Das Interesse aber, mit dem auf das Vergangene geblickt wird, ist immer von der Gegenwart geleitet, vom Überdruss an Mainstreamformaten in Kunst und Unterhaltung und an den Oberflächen des Kommunikationsdesigns. Das wird, unter anderem, in René Polleschs „Kill your Darlings! Streets of Berladelphia“ verhandelt, im Versuch eines Einzelnen, des Schauspielers Fabian Hinrichs, mit einem „Netzwerk“, repräsentiert durch einen Turnverein, eine Beziehung einzugehen. „Ich habe Nahweltbedarf“ ist einer der allgemein erheiternden Sätze, oder „das Leben ist keine dauernde Ekstase, das Leben ist eher ein Grillabend“.

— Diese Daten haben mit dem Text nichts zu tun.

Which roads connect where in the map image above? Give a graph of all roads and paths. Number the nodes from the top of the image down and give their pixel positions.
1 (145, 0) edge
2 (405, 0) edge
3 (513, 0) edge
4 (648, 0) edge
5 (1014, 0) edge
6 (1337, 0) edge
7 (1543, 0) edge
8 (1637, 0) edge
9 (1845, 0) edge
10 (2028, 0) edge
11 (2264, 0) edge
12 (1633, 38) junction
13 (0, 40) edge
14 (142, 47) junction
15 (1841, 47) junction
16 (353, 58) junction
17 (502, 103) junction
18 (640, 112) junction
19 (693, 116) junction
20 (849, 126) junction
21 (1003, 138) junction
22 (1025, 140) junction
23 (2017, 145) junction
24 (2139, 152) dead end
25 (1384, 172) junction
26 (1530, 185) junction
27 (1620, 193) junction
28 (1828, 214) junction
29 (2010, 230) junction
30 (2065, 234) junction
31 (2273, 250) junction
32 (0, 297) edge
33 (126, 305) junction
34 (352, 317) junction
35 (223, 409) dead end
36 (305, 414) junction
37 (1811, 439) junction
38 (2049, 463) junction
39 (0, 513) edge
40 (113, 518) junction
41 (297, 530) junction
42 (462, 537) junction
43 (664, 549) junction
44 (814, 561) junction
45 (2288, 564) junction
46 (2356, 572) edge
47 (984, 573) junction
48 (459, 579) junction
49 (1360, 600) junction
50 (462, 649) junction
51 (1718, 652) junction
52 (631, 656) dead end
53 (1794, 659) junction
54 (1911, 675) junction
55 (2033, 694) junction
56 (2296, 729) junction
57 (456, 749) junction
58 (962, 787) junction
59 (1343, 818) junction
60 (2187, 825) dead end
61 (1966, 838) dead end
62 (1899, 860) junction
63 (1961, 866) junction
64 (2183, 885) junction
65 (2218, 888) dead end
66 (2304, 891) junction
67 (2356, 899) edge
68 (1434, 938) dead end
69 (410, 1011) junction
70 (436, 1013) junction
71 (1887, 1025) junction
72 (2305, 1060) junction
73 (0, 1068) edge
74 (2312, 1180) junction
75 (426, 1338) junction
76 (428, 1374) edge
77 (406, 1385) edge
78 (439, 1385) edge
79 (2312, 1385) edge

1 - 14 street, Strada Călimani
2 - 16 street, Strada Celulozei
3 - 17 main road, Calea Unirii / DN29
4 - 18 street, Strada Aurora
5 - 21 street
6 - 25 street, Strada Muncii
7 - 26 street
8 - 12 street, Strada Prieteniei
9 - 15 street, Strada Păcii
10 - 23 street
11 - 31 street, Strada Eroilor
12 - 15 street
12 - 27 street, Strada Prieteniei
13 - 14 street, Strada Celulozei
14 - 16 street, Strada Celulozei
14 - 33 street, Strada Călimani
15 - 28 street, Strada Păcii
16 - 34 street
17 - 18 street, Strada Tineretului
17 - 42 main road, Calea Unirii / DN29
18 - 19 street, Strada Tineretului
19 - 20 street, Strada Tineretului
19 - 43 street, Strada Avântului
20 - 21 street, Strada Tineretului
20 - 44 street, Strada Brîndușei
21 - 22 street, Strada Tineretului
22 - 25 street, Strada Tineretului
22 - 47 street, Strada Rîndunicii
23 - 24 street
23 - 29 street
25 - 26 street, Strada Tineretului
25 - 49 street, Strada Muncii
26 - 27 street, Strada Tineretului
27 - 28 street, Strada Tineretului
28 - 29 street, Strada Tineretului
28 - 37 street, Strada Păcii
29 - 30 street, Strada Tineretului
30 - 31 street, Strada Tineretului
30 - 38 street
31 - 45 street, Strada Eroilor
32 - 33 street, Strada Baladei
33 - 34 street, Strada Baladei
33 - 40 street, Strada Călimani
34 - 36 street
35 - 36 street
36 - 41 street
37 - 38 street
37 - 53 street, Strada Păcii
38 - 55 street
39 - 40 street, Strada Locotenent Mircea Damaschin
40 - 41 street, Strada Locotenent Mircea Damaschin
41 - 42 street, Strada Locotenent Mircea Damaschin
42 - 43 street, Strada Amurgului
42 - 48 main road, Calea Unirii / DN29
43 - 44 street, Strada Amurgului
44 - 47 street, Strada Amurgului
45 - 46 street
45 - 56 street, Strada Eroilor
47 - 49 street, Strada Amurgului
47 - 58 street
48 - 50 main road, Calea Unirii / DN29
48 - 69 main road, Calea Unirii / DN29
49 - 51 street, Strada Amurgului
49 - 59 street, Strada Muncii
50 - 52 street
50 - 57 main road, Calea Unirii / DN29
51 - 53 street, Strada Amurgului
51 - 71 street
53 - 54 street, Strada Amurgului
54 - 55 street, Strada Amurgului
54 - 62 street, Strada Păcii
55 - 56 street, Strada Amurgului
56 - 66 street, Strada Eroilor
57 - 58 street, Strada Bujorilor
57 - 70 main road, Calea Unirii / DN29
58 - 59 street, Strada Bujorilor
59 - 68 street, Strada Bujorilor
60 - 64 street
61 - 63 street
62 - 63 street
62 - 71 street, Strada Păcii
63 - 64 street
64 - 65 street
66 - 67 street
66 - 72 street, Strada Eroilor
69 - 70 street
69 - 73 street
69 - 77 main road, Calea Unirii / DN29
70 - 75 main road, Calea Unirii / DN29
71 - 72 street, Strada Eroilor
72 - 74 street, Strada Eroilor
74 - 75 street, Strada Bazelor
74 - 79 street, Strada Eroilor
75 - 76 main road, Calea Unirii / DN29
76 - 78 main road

Man kann an diesem Abend Kalauer sammeln über die Veränderung des Freundschaftsbegriffs in Zeiten sozialer Netzwerke – „wieso kommen denn nur vier Freunde zum Umzug, wo sind denn die anderen 396?“. Tatsächlich wünscht sich Hinrichs viel von jener Ausstattung des Individuums zurück, die in älteren Texten Polleschs als Illusionen und Inszenierungen verworfen wurden, Leidenschaften und Liebe etwa.
Panik vor der Leere
Galten die Subjektforschungen des Autors zuletzt den Ansprüchen der Selbstoptimierung und Flexibilität, die von den ökonomischen Verhältnissen jedem an seinem Platz auferlegt wurden, folgt er nun einer neuen Spur, einem neuen Element der Verkomplizierung der Ich-Konstruktion. Die Theatergeschichte hilft ihm dabei. Gegen den Arbeiterchor aus den Zeiten von Brecht wird das „Netzwerk“ mal eben so als Vertreter des Kapitalismus abgestempelt. Eine kühne Behauptung, die im Verlauf des Stücks aber weit trägt.

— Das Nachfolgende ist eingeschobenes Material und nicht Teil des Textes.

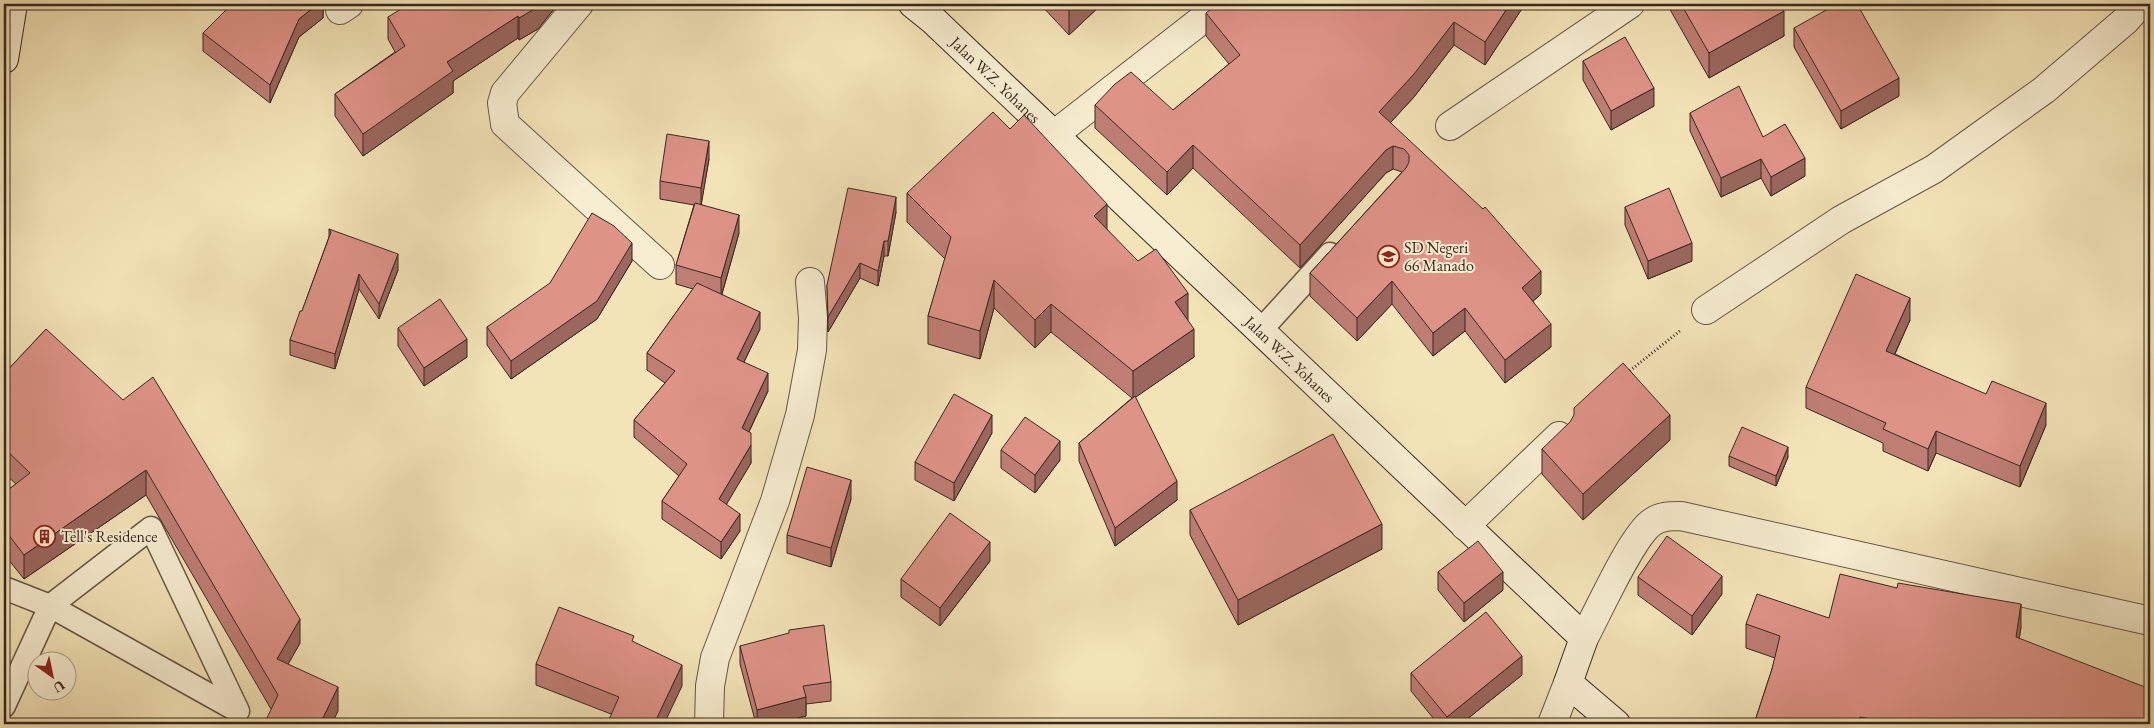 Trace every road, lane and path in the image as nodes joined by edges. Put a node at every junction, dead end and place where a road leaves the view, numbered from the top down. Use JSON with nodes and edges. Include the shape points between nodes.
{"nodes":[{"id":1,"x":13,"y":4,"type":"edge"},
{"id":2,"x":579,"y":4,"type":"edge"},
{"id":3,"x":913,"y":4,"type":"edge"},
{"id":4,"x":1222,"y":4,"type":"edge"},
{"id":5,"x":1630,"y":4,"type":"edge"},
{"id":6,"x":2140,"y":4,"type":"edge"},
{"id":7,"x":4,"y":59,"type":"edge"},
{"id":8,"x":1450,"y":126,"type":"dead end"},
{"id":9,"x":1055,"y":134,"type":"junction"},
{"id":10,"x":1343,"y":240,"type":"edge"},
{"id":11,"x":660,"y":265,"type":"dead end"},
{"id":12,"x":810,"y":282,"type":"dead end"},
{"id":13,"x":1706,"y":310,"type":"joint"},
{"id":14,"x":1261,"y":330,"type":"junction"},
{"id":15,"x":1620,"y":380,"type":"edge"},
{"id":16,"x":1559,"y":436,"type":"edge"},
{"id":17,"x":1466,"y":526,"type":"junction"},
{"id":18,"x":4,"y":588,"type":"edge"},
{"id":19,"x":50,"y":606,"type":"junction"},
{"id":20,"x":2150,"y":621,"type":"edge"},
{"id":21,"x":1584,"y":638,"type":"junction"},
{"id":22,"x":1568,"y":682,"type":"junction"},
{"id":23,"x":4,"y":706,"type":"edge"},
{"id":24,"x":709,"y":724,"type":"edge"},
{"id":25,"x":1552,"y":724,"type":"edge"},
{"id":26,"x":1616,"y":724,"type":"edge"}],
"edges":[{"from":1,"to":7,"type":"street"},
{"from":2,"to":11,"type":"street","via":[[505,93],[502,102],[505,124]]},
{"from":3,"to":9,"type":"street","name":"Jalan W.Z. Yohanes"},
{"from":4,"to":9,"type":"street"},
{"from":5,"to":8,"type":"street"},
{"from":6,"to":13,"type":"street","via":[[2126,20],[2044,90],[1934,169],[1842,220]]},
{"from":9,"to":14,"type":"street","name":"Jalan W.Z. Yohanes"},
{"from":10,"to":14,"type":"lane"},
{"from":12,"to":24,"type":"street","via":[[812,350],[800,415],[775,502],[716,658],[710,686]]},
{"from":13,"to":15,"type":"path"},
{"from":14,"to":17,"type":"street","name":"Jalan W.Z. Yohanes"},
{"from":16,"to":17,"type":"street"},
{"from":17,"to":21,"type":"street","name":"Jalan W.Z. Yohanes"},
{"from":18,"to":19,"type":"lane"},
{"from":19,"to":19,"type":"lane","via":[[151,528],[238,710],[76,620]]},
{"from":19,"to":23,"type":"lane"},
{"from":20,"to":21,"type":"street","via":[[1681,516],[1667,516],[1657,519],[1644,531]]},
{"from":21,"to":22,"type":"street"},
{"from":22,"to":25,"type":"street"},
{"from":22,"to":26,"type":"street"}]}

Theater als Antidepressivum, das konnte man oft lesen in den Besprechungen der Inszenierungen von Fritsch und Pollesch. Tatsächlich verhandeln sie offensiv das Sich-amüsieren-Wollen, die Unterhaltung um jeden Preis – und damit auch die Angst vor der Leere und der Langeweile, der mit Panik, ja beinahe Hysterie begegnet wird. Das Bekenntnis, sich zu langweilen, ist dem sozialen Ansehen äußerst abträglich, langweilen darf man sich nicht. Aber Fabian Hinrichs vertreibt das „Netzwerk“ die Langeweile nicht, noch immer ist ihm der Zustand nahe, in dem er als Kind bis 1.000 gezählt hat.
Das Theater, es lebt, es lebt, es ist tot, es ist tot, das krähen die Inszenierungen von Fritsch und Pollesch, die Performances von Vinge/Müller miteinander und gegeneinander heraus, die eigenen Widersprüche breit ausstellend, manchmal durchaus, aber nicht zwingend, mit der Möglichkeit, darin auch andere aktuelle Widersprüche zu erkennen. Nie aber bewegen sie sich im Bereich von Gewissheiten, so sähe gutes oder so sähe wichtiges Theater aus. Und damit stehen sie in der Tradition des Hauses.